Report how many lines in the entries below have the word "pixel" in them, and give no other words.

Dataset excerpts
-=-=-=-=-

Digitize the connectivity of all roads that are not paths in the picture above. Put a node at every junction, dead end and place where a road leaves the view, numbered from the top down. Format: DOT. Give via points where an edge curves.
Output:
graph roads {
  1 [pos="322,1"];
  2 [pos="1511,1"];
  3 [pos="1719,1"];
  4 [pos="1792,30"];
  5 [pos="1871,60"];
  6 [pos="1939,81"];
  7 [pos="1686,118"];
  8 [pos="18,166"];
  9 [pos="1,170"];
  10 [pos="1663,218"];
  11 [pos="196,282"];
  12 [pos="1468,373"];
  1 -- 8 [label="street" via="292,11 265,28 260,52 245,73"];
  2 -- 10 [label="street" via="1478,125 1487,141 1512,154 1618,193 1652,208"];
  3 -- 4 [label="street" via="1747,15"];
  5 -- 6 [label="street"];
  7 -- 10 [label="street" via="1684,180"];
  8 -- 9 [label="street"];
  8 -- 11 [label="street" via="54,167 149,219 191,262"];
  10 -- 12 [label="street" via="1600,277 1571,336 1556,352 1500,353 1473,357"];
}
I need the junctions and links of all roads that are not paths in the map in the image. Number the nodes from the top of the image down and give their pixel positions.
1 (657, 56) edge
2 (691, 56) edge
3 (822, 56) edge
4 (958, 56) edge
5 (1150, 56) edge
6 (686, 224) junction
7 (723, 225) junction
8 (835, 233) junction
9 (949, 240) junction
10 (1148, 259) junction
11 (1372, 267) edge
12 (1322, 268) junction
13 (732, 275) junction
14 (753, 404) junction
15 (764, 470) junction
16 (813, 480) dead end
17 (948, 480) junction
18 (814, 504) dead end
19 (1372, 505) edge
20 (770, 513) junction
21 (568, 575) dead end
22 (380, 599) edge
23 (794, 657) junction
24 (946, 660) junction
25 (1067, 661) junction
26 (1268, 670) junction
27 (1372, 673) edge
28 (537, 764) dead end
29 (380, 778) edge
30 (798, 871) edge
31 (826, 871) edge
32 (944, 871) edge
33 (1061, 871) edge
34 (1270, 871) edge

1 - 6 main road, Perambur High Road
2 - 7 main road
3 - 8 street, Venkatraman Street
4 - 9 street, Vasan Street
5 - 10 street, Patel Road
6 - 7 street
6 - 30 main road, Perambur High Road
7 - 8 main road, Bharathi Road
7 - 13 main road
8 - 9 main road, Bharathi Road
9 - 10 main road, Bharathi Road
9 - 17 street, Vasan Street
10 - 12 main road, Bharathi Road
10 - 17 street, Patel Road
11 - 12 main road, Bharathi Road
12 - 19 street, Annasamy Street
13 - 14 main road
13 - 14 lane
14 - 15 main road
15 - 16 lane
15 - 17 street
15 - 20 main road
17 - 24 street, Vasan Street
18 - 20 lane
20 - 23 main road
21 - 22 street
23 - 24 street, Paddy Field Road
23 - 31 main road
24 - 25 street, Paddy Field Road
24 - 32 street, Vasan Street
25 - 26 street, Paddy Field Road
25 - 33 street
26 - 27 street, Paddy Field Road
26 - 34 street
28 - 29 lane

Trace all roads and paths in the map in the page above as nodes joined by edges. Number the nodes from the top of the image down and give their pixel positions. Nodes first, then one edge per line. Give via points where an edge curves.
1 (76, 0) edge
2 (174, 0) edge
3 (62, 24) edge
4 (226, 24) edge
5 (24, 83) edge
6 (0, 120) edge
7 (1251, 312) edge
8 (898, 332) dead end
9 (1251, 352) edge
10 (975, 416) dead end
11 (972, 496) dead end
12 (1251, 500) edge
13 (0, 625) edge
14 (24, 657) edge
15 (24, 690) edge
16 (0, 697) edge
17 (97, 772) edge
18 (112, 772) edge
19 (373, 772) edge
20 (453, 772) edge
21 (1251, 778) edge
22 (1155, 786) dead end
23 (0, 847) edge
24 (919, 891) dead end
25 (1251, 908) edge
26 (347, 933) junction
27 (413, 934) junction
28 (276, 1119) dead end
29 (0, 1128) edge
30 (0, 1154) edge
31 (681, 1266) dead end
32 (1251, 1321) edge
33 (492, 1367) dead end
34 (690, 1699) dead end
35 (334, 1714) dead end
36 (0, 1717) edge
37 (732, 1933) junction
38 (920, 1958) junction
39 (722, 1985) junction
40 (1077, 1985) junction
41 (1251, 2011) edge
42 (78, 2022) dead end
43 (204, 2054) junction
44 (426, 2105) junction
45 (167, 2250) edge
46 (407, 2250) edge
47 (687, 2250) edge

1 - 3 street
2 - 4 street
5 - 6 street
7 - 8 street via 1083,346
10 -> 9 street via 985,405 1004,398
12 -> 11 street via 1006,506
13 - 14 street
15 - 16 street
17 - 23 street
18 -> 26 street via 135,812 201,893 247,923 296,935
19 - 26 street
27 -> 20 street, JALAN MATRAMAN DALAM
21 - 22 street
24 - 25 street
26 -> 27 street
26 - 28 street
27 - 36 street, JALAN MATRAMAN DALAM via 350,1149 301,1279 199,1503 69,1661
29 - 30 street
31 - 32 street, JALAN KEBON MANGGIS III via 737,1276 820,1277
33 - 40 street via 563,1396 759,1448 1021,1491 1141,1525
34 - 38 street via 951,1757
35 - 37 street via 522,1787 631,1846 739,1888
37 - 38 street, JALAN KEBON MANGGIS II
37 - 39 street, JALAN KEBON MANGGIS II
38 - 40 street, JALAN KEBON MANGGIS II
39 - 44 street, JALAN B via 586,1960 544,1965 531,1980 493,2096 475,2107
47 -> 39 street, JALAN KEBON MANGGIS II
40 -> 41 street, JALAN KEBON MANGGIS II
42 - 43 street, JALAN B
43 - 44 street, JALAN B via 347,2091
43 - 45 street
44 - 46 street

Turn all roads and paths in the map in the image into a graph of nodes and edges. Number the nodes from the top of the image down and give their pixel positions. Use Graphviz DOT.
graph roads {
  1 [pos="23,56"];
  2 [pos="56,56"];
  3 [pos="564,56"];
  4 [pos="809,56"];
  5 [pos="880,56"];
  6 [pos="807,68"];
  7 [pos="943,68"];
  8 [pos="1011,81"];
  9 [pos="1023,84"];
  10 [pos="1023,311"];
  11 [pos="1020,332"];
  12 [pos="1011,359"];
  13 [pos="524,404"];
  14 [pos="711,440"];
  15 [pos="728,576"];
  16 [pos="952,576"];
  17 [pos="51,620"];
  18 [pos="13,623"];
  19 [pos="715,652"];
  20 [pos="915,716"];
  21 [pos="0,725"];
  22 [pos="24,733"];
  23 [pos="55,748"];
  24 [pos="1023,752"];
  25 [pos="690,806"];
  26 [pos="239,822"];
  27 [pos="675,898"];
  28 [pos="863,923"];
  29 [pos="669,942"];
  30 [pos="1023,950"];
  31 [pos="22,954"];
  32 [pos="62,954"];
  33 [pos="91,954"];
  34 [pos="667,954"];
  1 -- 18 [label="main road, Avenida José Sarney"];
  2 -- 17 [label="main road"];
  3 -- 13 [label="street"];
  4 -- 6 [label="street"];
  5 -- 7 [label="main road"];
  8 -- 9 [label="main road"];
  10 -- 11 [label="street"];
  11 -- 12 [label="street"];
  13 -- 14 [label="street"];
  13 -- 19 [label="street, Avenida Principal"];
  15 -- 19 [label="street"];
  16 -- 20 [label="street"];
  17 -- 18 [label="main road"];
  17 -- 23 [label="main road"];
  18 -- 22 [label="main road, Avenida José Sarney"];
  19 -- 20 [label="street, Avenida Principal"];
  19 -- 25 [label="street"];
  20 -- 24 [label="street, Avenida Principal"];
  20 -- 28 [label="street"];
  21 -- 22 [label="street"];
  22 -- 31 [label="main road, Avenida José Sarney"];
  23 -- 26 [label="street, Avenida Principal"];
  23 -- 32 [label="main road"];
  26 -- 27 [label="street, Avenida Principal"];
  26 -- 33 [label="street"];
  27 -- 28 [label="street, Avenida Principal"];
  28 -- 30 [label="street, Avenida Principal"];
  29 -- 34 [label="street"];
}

-=-=-=-=-

Result below → 3